Five Guys a Week arrives on our screens as a composite of reality TV excess and perversion. Blending Love is Blind, Come Dine with Me and your most horrific fever dream, the show is Channel 4’s latest contribution to the television dating canon, less explicitly pornographic than Naked Attraction but ultimately more depraved. The concept is as follows: a woman invites five men to live with her for a week, a fucked-up ménage à six which brings out the worst in male insecurity and deviousness. She is required to send them home, one by one, until she is left with the man she truly likes, or whom she hates the least.
In the opening episode, we meet Amy from Hertfordshire, a mother in her mid-thirties who is far too normal for the lowbrow insanity of reality television. Five Guys a Week, however, is not lowbrow. It is high-concept but extends into high art, with its subtle insights into masculine psychology and the warfare of dating.
The first combatant is ‘international banker’ Christian, who is training to be a pilot, such is his desire for adrenaline-boosting activity. A snarling would-be alpha male who can only consume his drinks, whether gin and tonic or morning coffee, with underlying aggression, Christian enters Amy’s house as determined to win as he is to find love. He is an arsehole, and this review cannot be the only one to extend that judgement.
Scott is a very different breed of arsehole, one whose personality so closely embraces a tired stereotype that it is hard to believe he is anything but a character meshed lazily together in the production room. Scott, you see, has quit his job to become a country and western singer-songwriter. Should the viewer ever forget this, he provides a helpful reminder by bringing his guitar and playing it disconsolately in the kitchen whilst others attempt to converse. Equally in tune with his emotions, Scott gently weeps as he discusses the strength of his parents’ marriage. He has at this point known Amy only a couple of hours.
Glen, the next suitor, works in local government and has four children. He is the least obviously despicable of the men in the programme, but one can only conclude that he is too nice for this kind of cut-throat environment. Clearly damaged from his last relationship, he states that he is looking for the “Michelle to my Barack”, before correcting himself to say, “The Barack to my Michelle.” Alright, mate.

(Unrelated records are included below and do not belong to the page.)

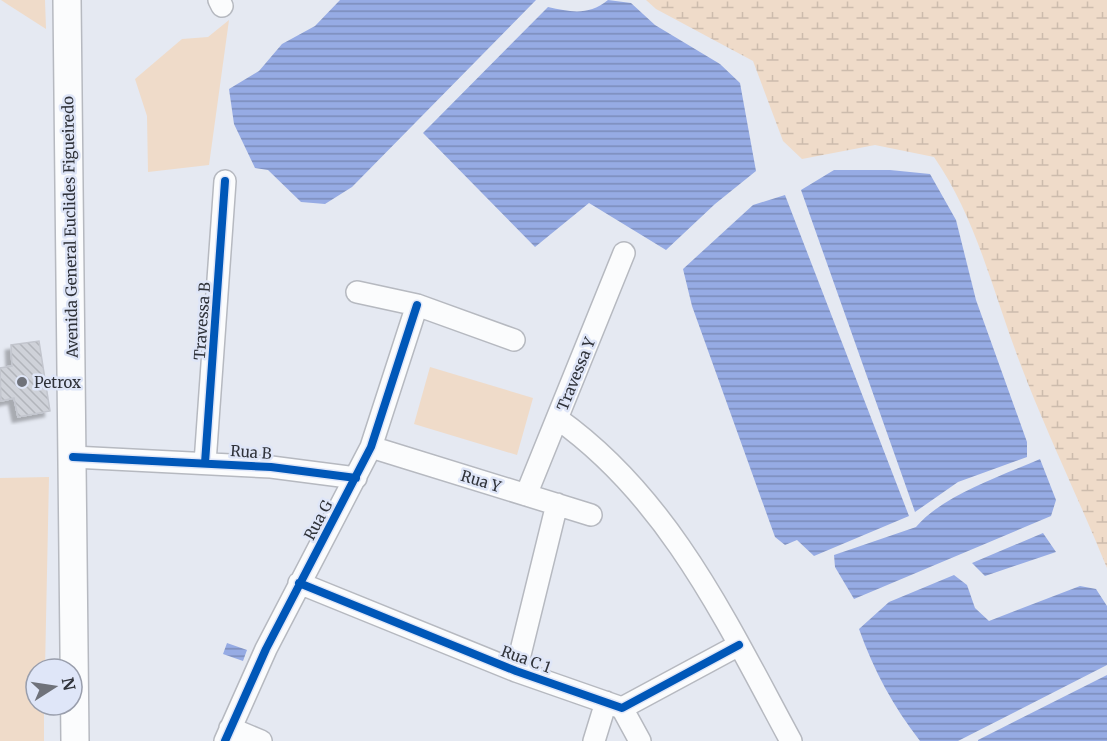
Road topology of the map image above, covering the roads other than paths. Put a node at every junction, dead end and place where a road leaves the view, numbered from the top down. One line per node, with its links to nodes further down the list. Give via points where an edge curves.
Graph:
1 (67, 0): 9 (main road, Avenida General Euclides Figueiredo)
2 (225, 181): 10 (street, Travessa B)
3 (624, 253): 7 (street, Travessa Y)
4 (357, 292): 5 (street)
5 (417, 305): 6 (street); 8 (street, Rua G)
6 (514, 340)
7 (558, 419): 12 (street, Travessa Y); 16 (street, via 618,468 665,523 700,574)
8 (370, 447): 11 (street, Rua G); 12 (street, Rua Y)
9 (73, 457): 10 (street, Rua B); 20 (main road, Avenida General Euclides Figueiredo)
10 (205, 463): 11 (street, Rua B)
11 (356, 478): 15 (street, Rua G)
12 (526, 495): 13 (street, Rua Y)
13 (557, 504): 14 (street, Rua Y); 17 (street)
14 (591, 515)
15 (299, 583): 17 (street, Rua C 1); 19 (street, Rua G)
16 (739, 645): 18 (street); 24 (street)
17 (516, 671): 18 (street, Rua C 1)
18 (614, 705): 22 (street); 23 (street)
19 (227, 735): 21 (street)
20 (75, 741)
21 (261, 741)
22 (594, 741)
23 (640, 741)
24 (791, 741)

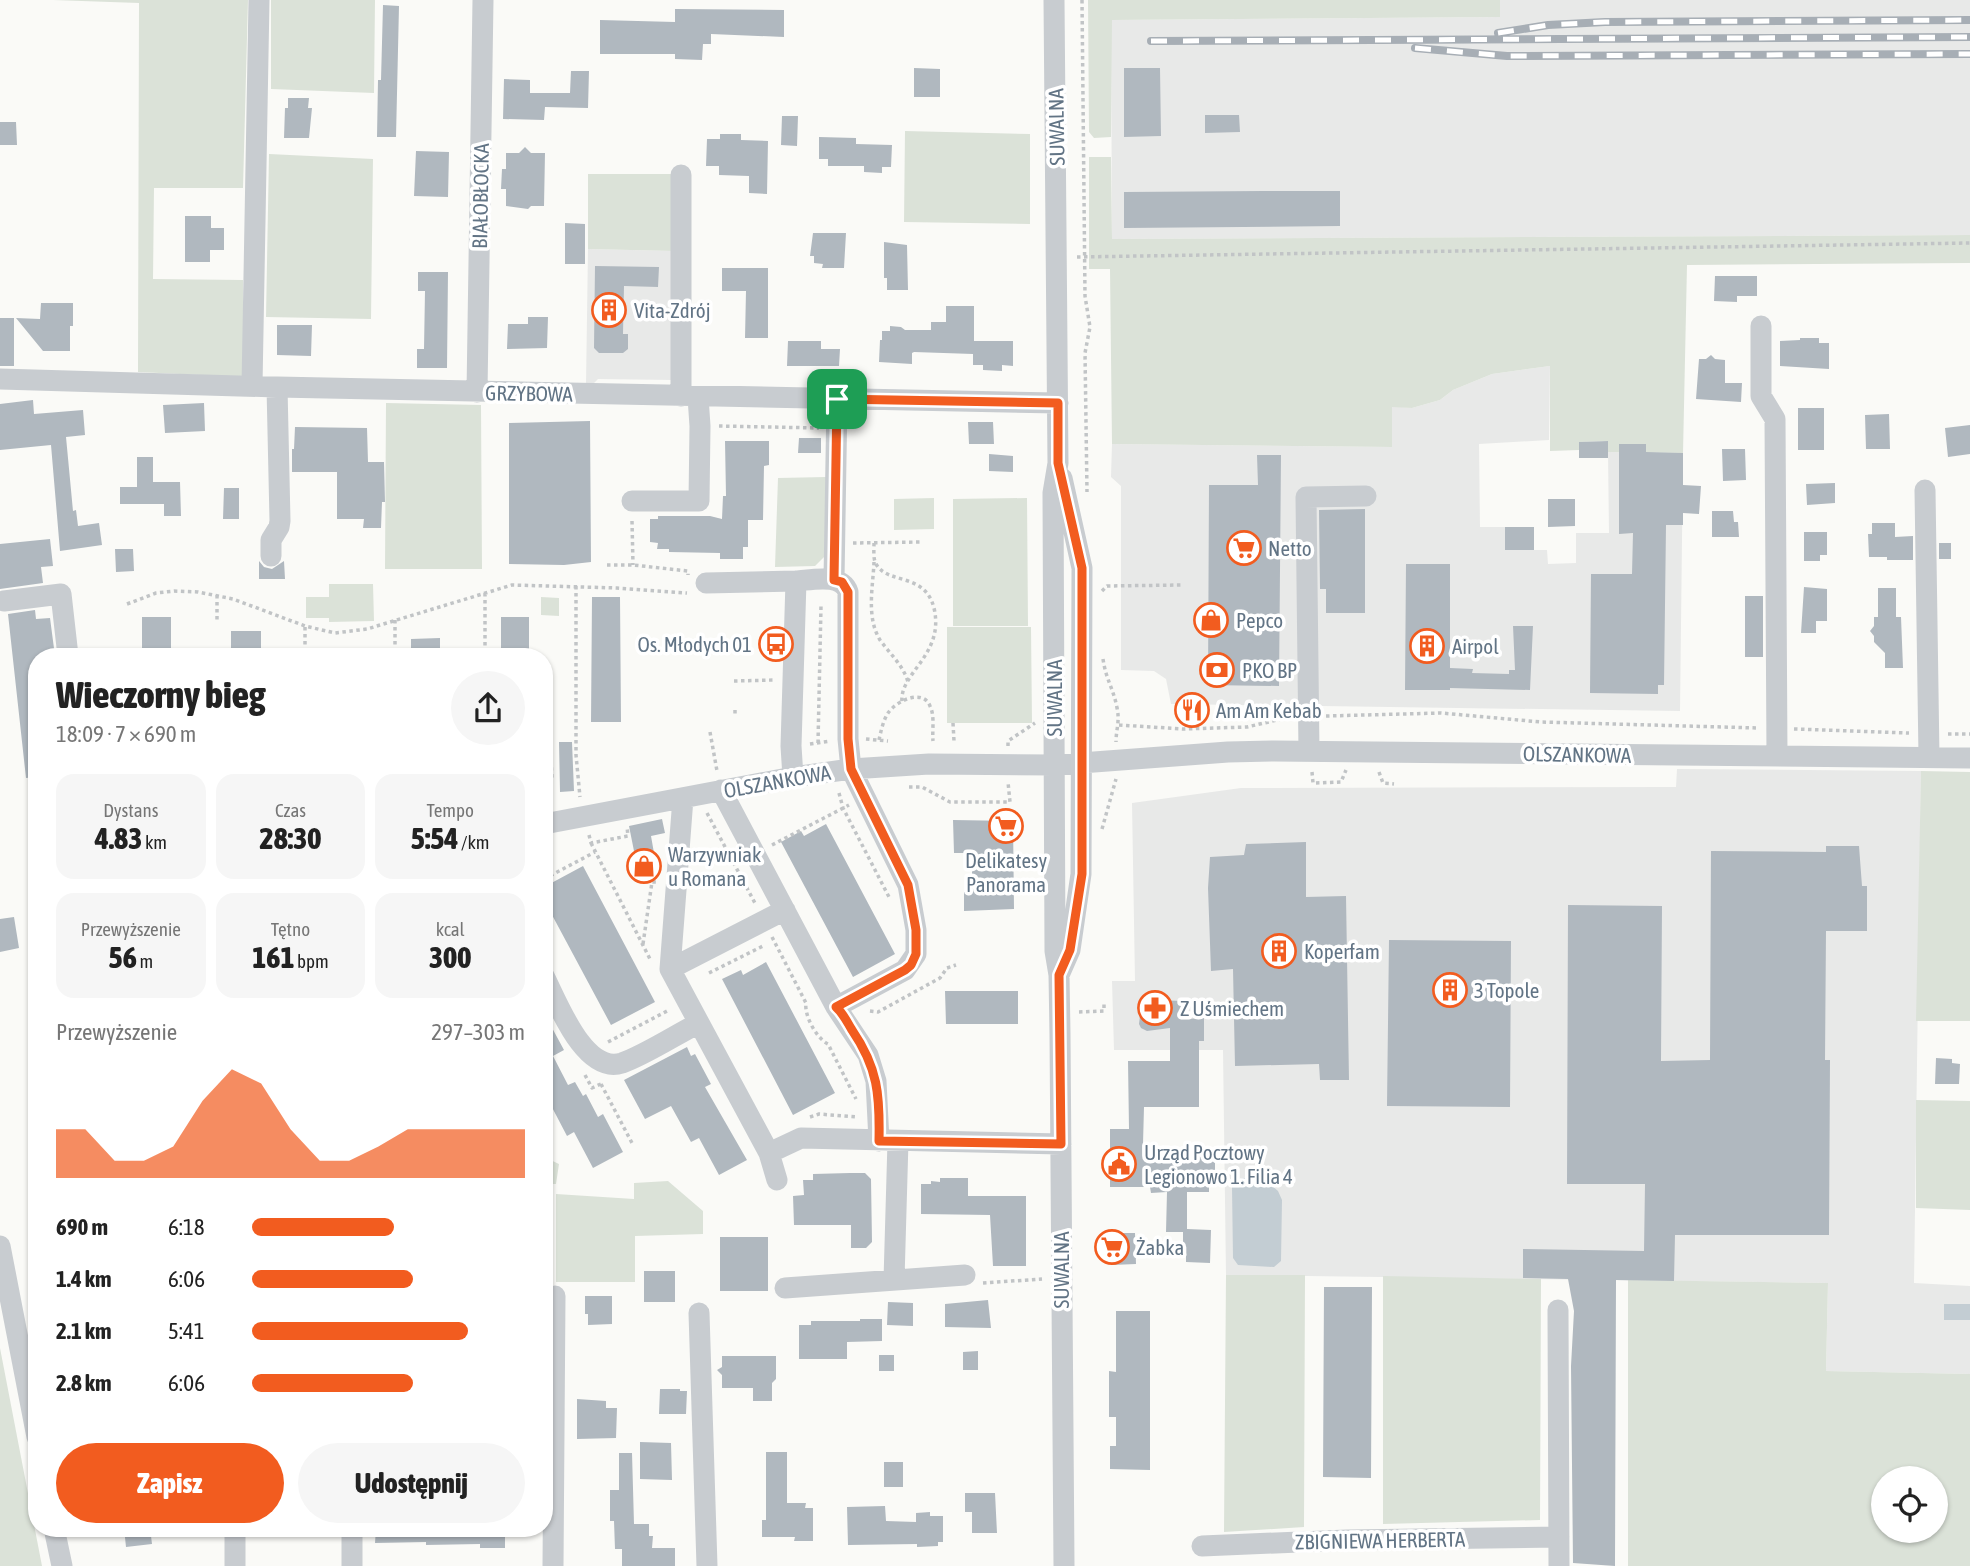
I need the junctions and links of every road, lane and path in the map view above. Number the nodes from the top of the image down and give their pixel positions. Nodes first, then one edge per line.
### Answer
1 (259, 0) edge
2 (483, 0) edge
3 (1054, 0) edge
4 (1082, 0) edge
5 (681, 175) dead end
6 (1970, 243) edge
7 (1093, 257) dead end
8 (1761, 326) dead end
9 (0, 379) edge
10 (252, 386) junction
11 (277, 387) junction
12 (477, 391) junction
13 (689, 396) junction
14 (837, 399) junction
15 (1058, 403) junction
16 (700, 426) junction
17 (828, 428) dead end
18 (1058, 463) junction
19 (1925, 490) dead end
20 (1366, 496) dead end
21 (632, 501) dead end
22 (1087, 505) dead end
23 (632, 533) dead end
24 (920, 542) dead end
25 (834, 543) junction
26 (874, 543) junction
27 (271, 556) dead end
28 (874, 562) junction
29 (607, 565) dead end
30 (633, 565) junction
31 (834, 580) junction
32 (796, 581) junction
33 (1103, 582) dead end
34 (694, 585) junction
35 (1181, 585) dead end
36 (576, 586) junction
37 (485, 593) junction
38 (217, 595) junction
39 (4, 600) dead end
40 (127, 604) dead end
41 (821, 606) dead end
42 (395, 620) junction
43 (217, 623) dead end
44 (305, 626) junction
45 (67, 648) edge
46 (305, 648) edge
47 (395, 648) edge
48 (485, 648) edge
49 (1096, 668) dead end
50 (766, 680) dead end
51 (734, 681) dead end
52 (908, 682) junction
53 (902, 702) junction
54 (735, 710) dead end
55 (1308, 716) junction
56 (735, 717) dead end
57 (1036, 722) dead end
58 (953, 723) dead end
59 (1119, 725) junction
60 (1777, 729) junction
61 (710, 732) dead end
62 (1928, 733) junction
63 (1970, 734) edge
64 (862, 738) dead end
65 (879, 740) junction
66 (1008, 740) dead end
67 (833, 741) dead end
68 (888, 741) dead end
69 (933, 741) dead end
70 (954, 741) dead end
71 (818, 743) junction
72 (802, 745) dead end
73 (1123, 746) dead end
74 (1308, 751) junction
75 (1777, 756) junction
76 (1929, 757) junction
77 (1970, 758) edge
78 (1082, 764) junction
79 (1054, 765) junction
80 (851, 769) junction
81 (1116, 774) dead end
82 (793, 777) junction
83 (719, 783) junction
84 (693, 801) junction
85 (843, 808) dead end
86 (584, 817) junction
87 (553, 822) edge
88 (1100, 836) dead end
89 (591, 843) dead end
90 (595, 852) junction
91 (553, 874) edge
92 (652, 882) dead end
93 (890, 900) dead end
94 (785, 909) junction
95 (764, 921) junction
96 (643, 946) junction
97 (911, 965) junction
98 (661, 967) junction
99 (1059, 975) junction
100 (927, 985) dead end
101 (553, 994) edge
102 (1104, 1002) dead end
103 (674, 1007) dead end
104 (836, 1007) junction
105 (1096, 1011) junction
106 (1077, 1012) dead end
107 (1096, 1017) dead end
108 (699, 1023) junction
109 (589, 1052) junction
110 (601, 1084) dead end
111 (860, 1107) dead end
112 (889, 1141) junction
113 (632, 1143) dead end
114 (1061, 1144) junction
115 (769, 1153) junction
116 (777, 1180) dead end
117 (0, 1246) edge
118 (965, 1275) joint
119 (1044, 1279) dead end
120 (894, 1280) junction
121 (785, 1287) dead end
122 (555, 1296) dead end
123 (1558, 1310) dead end
124 (699, 1312) dead end
125 (28, 1391) edge
126 (56, 1537) edge
127 (235, 1537) edge
128 (352, 1537) edge
129 (1559, 1537) junction
130 (1202, 1546) dead end
131 (62, 1566) edge
132 (235, 1566) edge
133 (352, 1566) edge
134 (554, 1566) edge
135 (706, 1566) edge
136 (1064, 1566) edge
137 (1559, 1566) edge

1 - 10 street
2 - 12 street, BIAŁOBŁOCKA
3 - 15 street, SUWALNA
4 - 22 path
5 - 13 street
6 - 7 path
8 - 60 street
9 - 10 street, GRZYBOWA
10 - 11 street, GRZYBOWA
11 - 12 street, GRZYBOWA
11 - 27 street
12 - 13 street, GRZYBOWA
13 - 14 street, GRZYBOWA
13 - 16 street
14 - 15 street, GRZYBOWA
14 - 25 street
15 - 18 street, SUWALNA
16 - 17 path
16 - 21 street
18 - 78 street, SUWALNA
18 - 79 street, SUWALNA
19 - 62 street
20 - 55 street
23 - 30 path
24 - 26 path
25 - 26 path
25 - 31 street
26 - 28 path
28 - 52 path
28 - 52 path
29 - 30 path
30 - 34 path
31 - 32 street
31 - 80 street
32 - 34 street
32 - 82 street
33 - 35 path
34 - 36 path
36 - 37 path
36 - 86 path
37 - 42 path
37 - 48 path
38 - 40 path
38 - 43 path
38 - 44 path
39 - 45 street
41 - 71 path
42 - 44 path
42 - 47 path
44 - 46 path
49 - 59 path
50 - 51 path
52 - 53 path
53 - 65 path
53 - 69 path
54 - 56 path
55 - 59 path
55 - 60 path
55 - 74 street
57 - 66 path
58 - 70 path
59 - 73 path
60 - 62 path
60 - 75 street
61 - 83 path
62 - 63 path
62 - 76 street
64 - 65 path
65 - 68 path
67 - 71 path
71 - 72 path
74 - 75 street, OLSZANKOWA
74 - 78 street, OLSZANKOWA
75 - 76 street, OLSZANKOWA
76 - 77 street, OLSZANKOWA
78 - 79 street, OLSZANKOWA
78 - 99 street, SUWALNA
79 - 80 street, OLSZANKOWA
79 - 99 street, SUWALNA
80 - 82 street, OLSZANKOWA
80 - 97 street
81 - 88 path
82 - 83 street, OLSZANKOWA
83 - 84 street, OLSZANKOWA
83 - 94 street
84 - 86 street, OLSZANKOWA
84 - 95 path
84 - 98 street
85 - 93 path
86 - 87 street, OLSZANKOWA
89 - 90 path
90 - 91 path
90 - 96 path
92 - 96 path
94 - 95 street
94 - 104 street
95 - 98 street
95 - 111 path
96 - 98 path
97 - 100 path
97 - 104 street
98 - 108 street
99 - 114 street, SUWALNA
101 - 109 street
102 - 105 path
103 - 109 path
104 - 112 street
105 - 106 path
105 - 107 path
108 - 109 street
108 - 115 street
110 - 113 path
112 - 114 street
112 - 115 street
112 - 120 street
114 - 136 street, SUWALNA
115 - 116 street
117 - 125 street
118 - 119 path
118 - 120 street
120 - 121 street
122 - 134 street
123 - 129 street
124 - 135 street
126 - 131 street
127 - 132 street
128 - 133 street
129 - 130 street, ZBIGNIEWA HERBERTA
129 - 137 street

Michael is a film stuntman. That’s really cool. The only issue is that Michael himself is not cool. A matter of seconds into his pre-recorded introduction and with great sincerity, he begins to discuss pissing his pants at work. Once introduced to Amy, he asks questions as if conducting a questionnaire, enquiring whether she has any pets, and if she smokes. As he sits with her and his four fellow candidates at dinner on the opening night, he inadvertently laughs when Glen reveals he was recently cuckolded by a teenager. The man embodies awkwardness to such an extent that it is uncomfortable to witness.
Rounding up the quintet is Trystan, a surfing coach who is the most classically handsome of the bunch. Like Amy, he appears to have wandered onto the wrong show, but whereas she approaches Five Guys a Week with a lucky-me enthusiasm, he looks permanently bewildered. Trystan probably applied for something more respectable, like Countdown or Bake Off, but now finds himself trapped in the newest, weirdest crevice of on-screen dating, sending distressed signals with his eyes to any potential rescuers watching at home.
Within the framework of Five Guys a Week, the woman is the central figure, the object of the men’s concerted efforts, but the viewing focus is trained solely on the dynamic which operates between the titular guys. Christian is the most immediately forward in his advances, and it is against him that his more reticent co-stars unite in distrust. Scott offers him a cup of tea. The moneyman-aviator says thanks but he’s just had one. Guitar Boy asks if he wants another one. Consecutive cuppas? The mind games on display are staggering, and the tension is only raised by the fact that each man is interviewed throughout the hour-long runtime in a dimly-lit garden shed, like a well-groomed hostage.
A little over midway through the programme, things go from strange to demented. The remaining contestants, for that is what they are, visit Amy’s well-spoken, refined mother Jackie for Sunday lunch. As they make polite conversation and each chap explains why he is a suitable match for her daughter, the lady engages in top-tier shithousery by asking them about the extent of their sexual experience. As they awkwardly mangle their words and Amy’s cheeks redden, Jackie goes in for the kill. She is aware of the metatheatricality of modern televisual spectacle. She has hitherto led a life away from public attention, and only now is getting a chance to make her voice heard. “My husband used to like spanking me”, Jackie says, matter-of-factly. It is at this moment that Five Guys a Week bursts through the prescriptions of reality TV, of reality itself, and becomes something transcendent.
You will have to watch the episode to discover who Amy chooses. An attractive, intelligent woman, she is confronted with monstrosity, banality and shit chat in her quest to find love. This is modern courtship: five strangers in your living room squabbling over who gets to sleep on the waterbed. Five Guys a Week is the most cringe-inducing, cynical, depressing thing currently on television. It’s brilliant.